# Time To Trade Amare?



## Hyperion (Dec 5, 2006)

Rumors abound for a trade regarding Amare. Nothing concrete or even any real solid offers out there yet, but it appears that the Suns aren't averse to trading him and might be actively shopping him discreetly.

http://www.azcentral.com/arizonarepublic/sports/articles/2009/01/30/20090130spt-suns.html


My brother's friend's dad is a minority owner of Dallas and he claims that there's a Dirk for Amare and filler trade solidifying there.


----------



## Tooeasy (Nov 4, 2003)

to hell with three half of famers on one team, 3 former MVP's playing together? it can't fail!


----------



## Vuchato (Jan 14, 2006)

IceMan23and3 said:


> *My brother's friend's dad is a minority owner* of Dallas and *he claims* that there's a Dirk for Amare and filler trade solidifying there.
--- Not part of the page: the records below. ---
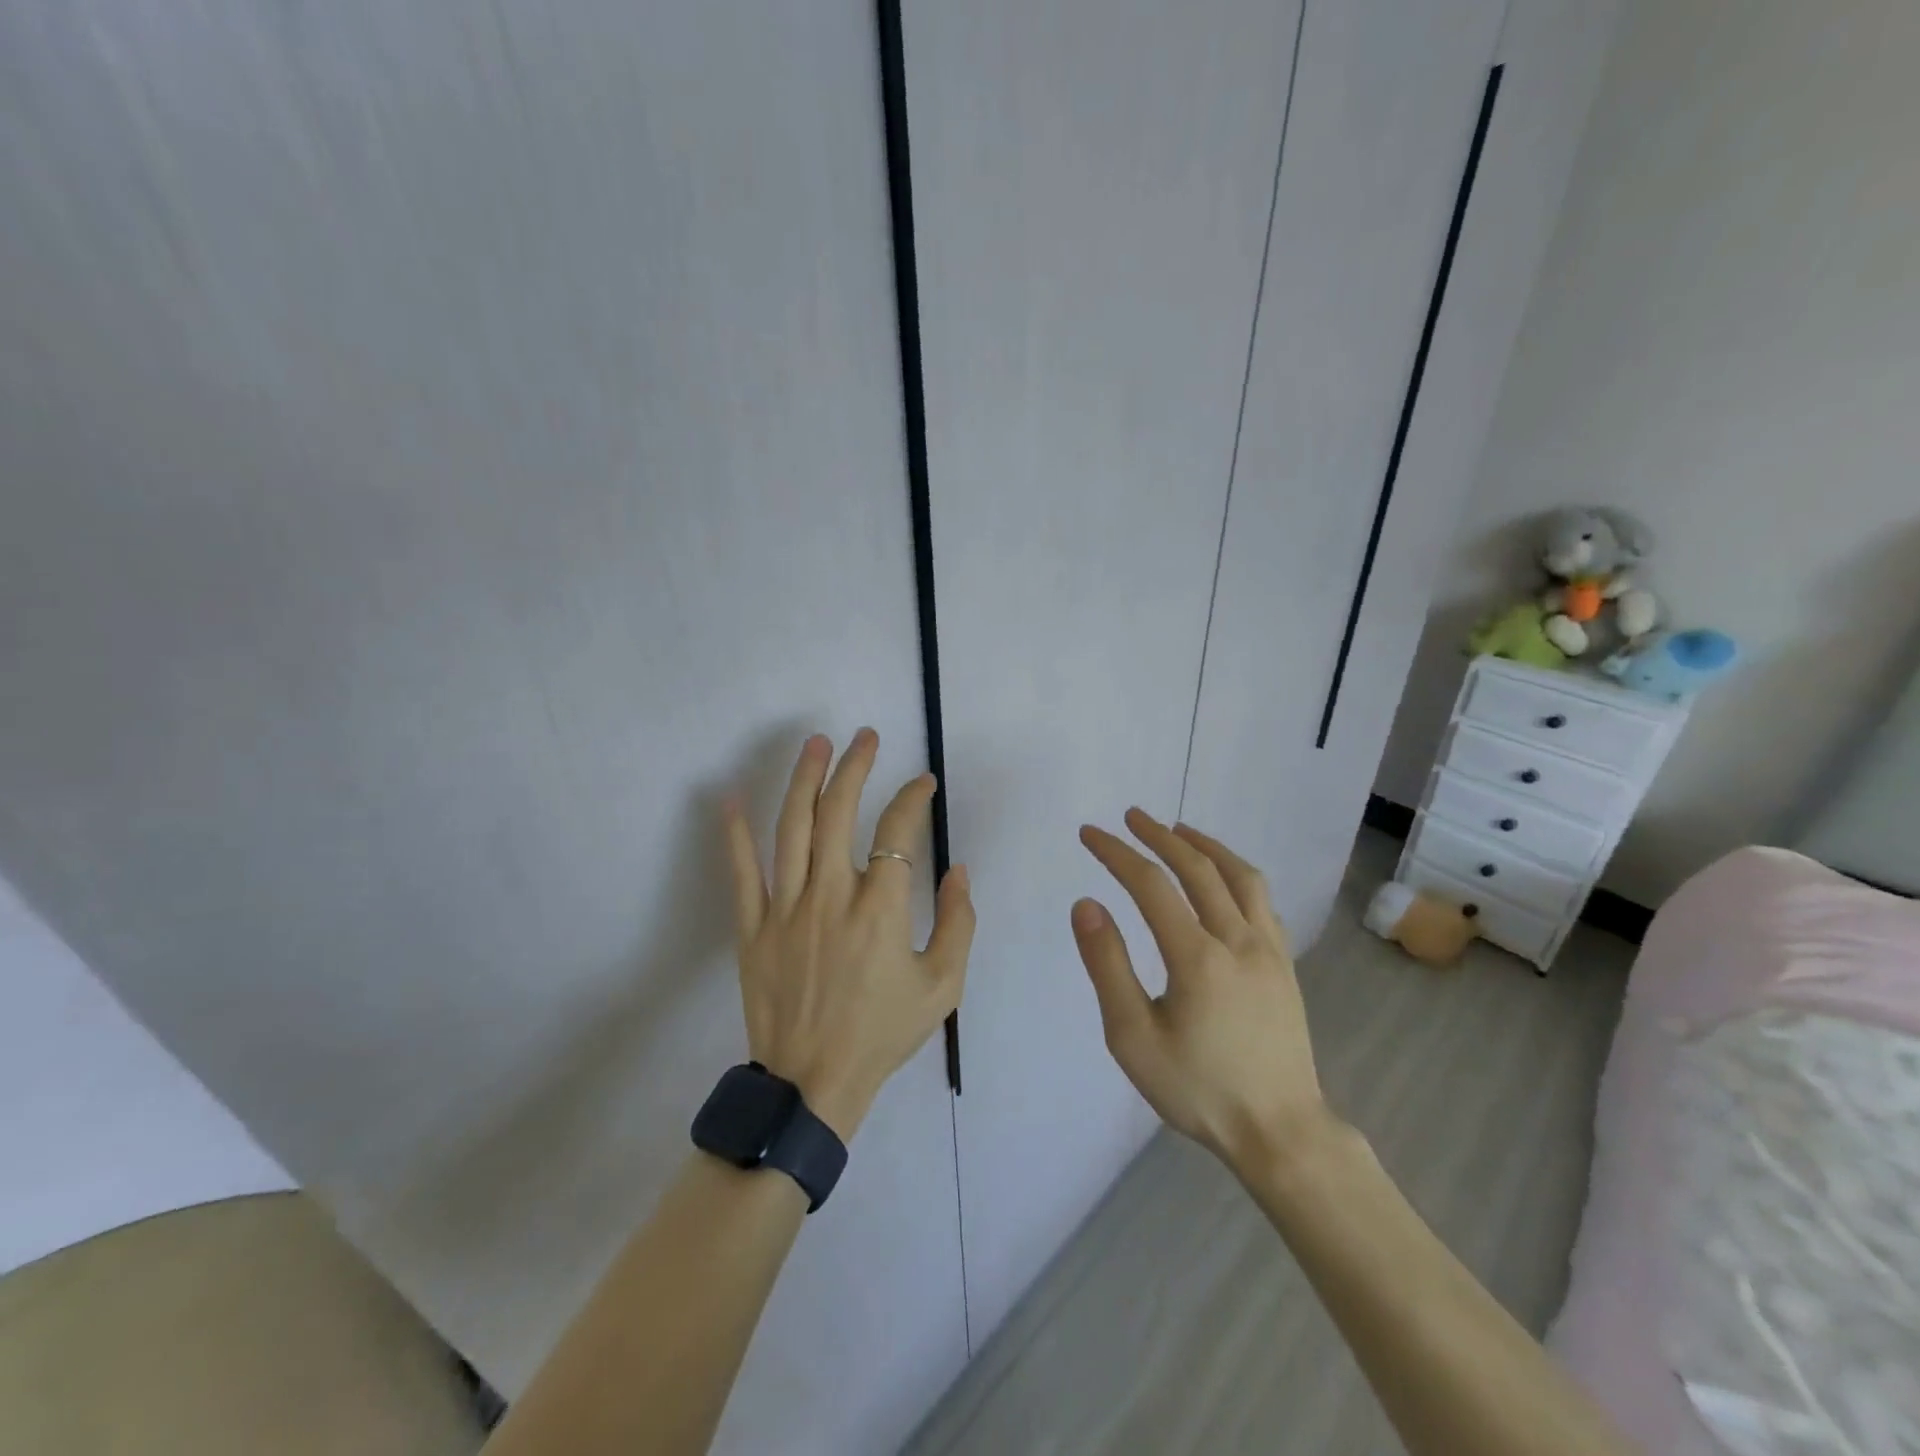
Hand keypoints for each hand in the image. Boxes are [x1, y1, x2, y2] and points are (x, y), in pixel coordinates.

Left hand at [723, 730, 974, 1140]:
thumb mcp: (943, 986)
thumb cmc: (882, 1033)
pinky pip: (742, 872)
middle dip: (854, 766)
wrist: (812, 1085)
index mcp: (880, 909)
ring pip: (792, 828)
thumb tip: (957, 870)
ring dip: (805, 780)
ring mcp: (786, 908)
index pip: (898, 831)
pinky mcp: (753, 927)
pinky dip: (736, 833)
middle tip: (865, 737)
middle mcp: (831, 895)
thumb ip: (959, 922)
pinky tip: (733, 796)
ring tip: (816, 743)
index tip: (922, 784)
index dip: (912, 798)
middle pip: (839, 813)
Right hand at [1073, 808, 1329, 1172]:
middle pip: (1197, 868)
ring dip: (1206, 846)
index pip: (1150, 884)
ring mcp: (1269, 949)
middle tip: (1130, 817)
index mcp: (1197, 957)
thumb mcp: (1133, 1037)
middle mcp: (1238, 939)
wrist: (1280, 1132)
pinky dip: (1237, 874)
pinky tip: (1224, 878)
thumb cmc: (1198, 1089)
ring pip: (1240, 876)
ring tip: (1178, 831)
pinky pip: (1262, 901)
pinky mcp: (1285, 964)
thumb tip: (1087, 904)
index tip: (1090, 833)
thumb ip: (1108, 966)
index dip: (1116, 852)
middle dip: (1158, 836)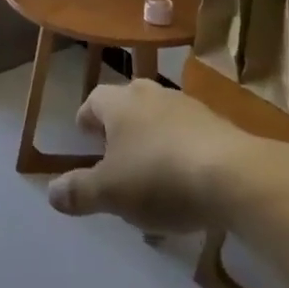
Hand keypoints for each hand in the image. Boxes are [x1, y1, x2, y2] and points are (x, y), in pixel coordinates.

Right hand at [47, 81, 288, 232]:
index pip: (94, 101)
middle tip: (115, 159)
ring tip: (152, 185)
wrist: (237, 176)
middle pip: (129, 107)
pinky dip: (182, 159)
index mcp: (120, 103)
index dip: (87, 120)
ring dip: (152, 147)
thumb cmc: (160, 177)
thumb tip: (52, 192)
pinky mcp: (221, 127)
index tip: (84, 137)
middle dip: (120, 131)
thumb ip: (79, 191)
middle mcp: (152, 95)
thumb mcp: (110, 193)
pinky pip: (190, 140)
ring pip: (161, 124)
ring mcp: (189, 108)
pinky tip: (187, 193)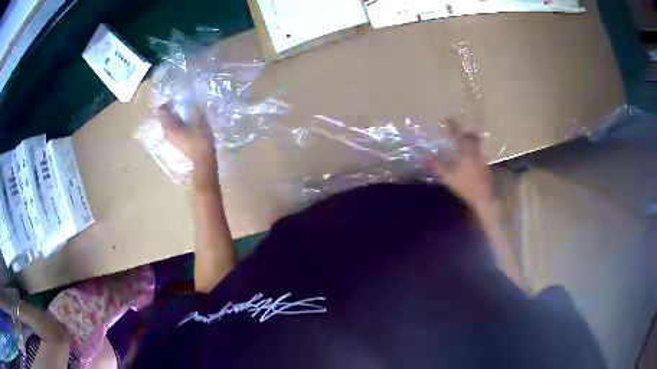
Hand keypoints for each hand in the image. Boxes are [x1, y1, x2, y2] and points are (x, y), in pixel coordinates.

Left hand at [156, 105, 218, 188]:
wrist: (203, 161)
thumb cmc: (200, 140)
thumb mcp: (200, 121)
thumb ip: (194, 109)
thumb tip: (192, 102)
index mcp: (170, 126)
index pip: (162, 110)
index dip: (167, 103)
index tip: (175, 98)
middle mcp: (167, 133)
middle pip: (164, 118)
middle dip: (169, 110)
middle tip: (179, 103)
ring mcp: (171, 140)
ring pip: (168, 125)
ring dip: (173, 118)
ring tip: (183, 112)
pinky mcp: (177, 144)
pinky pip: (173, 131)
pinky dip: (177, 125)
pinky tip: (186, 123)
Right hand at [427, 118, 492, 210]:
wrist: (483, 198)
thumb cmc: (465, 186)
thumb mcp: (449, 178)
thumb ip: (438, 167)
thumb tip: (426, 158)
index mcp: (466, 153)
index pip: (459, 135)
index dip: (452, 125)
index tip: (447, 118)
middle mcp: (475, 152)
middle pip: (473, 136)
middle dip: (466, 131)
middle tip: (460, 130)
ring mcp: (482, 159)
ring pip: (478, 144)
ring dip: (472, 140)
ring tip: (466, 141)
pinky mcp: (485, 166)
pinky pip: (480, 153)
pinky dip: (475, 151)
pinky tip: (471, 158)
now _that_ is a reliable source.


----------



## Hyperion (Dec 5, 2006)

Update: contract issues are stalling out trade for Dirk.


----------



## Damian Necronamous (Jun 10, 2002)

Boozer and Ronnie Brewer for Amare?

Howsabouts them apples?

Jazz...
Deron Williams...Ronnie Price
C.J. Miles...Kyle Korver...Morris Almond
Andrei Kirilenko...Matt Harpring
Paul Millsap
Amare Stoudemire...Kosta Koufos

Suns...
Steve Nash...Leandro Barbosa
Jason Richardson...Matt Barnes
Ronnie Brewer...Grant Hill
Carlos Boozer
Shaquille O'Neal...Robin Lopez


----------



## Hyperion (Dec 5, 2006)

That would never ever happen.... I mean, why would you even propose such a ridiculous trade? Boozer alone is better than Amare.


----------



## Hyperion (Dec 5, 2006)

Update 2: Dirk wants a long term extension and Amare wants a short term one. However, they are both represented by the same agent, so it will be interesting see how this works out.


----------



## Dissonance (Jul 21, 2004)

Dude no one's buying this.


----------



## Hyperion (Dec 5, 2006)

Dissonance19 said:


> Dude no one's buying this.


Have I ever been a gimmick poster? I have an actual source with this one.


----------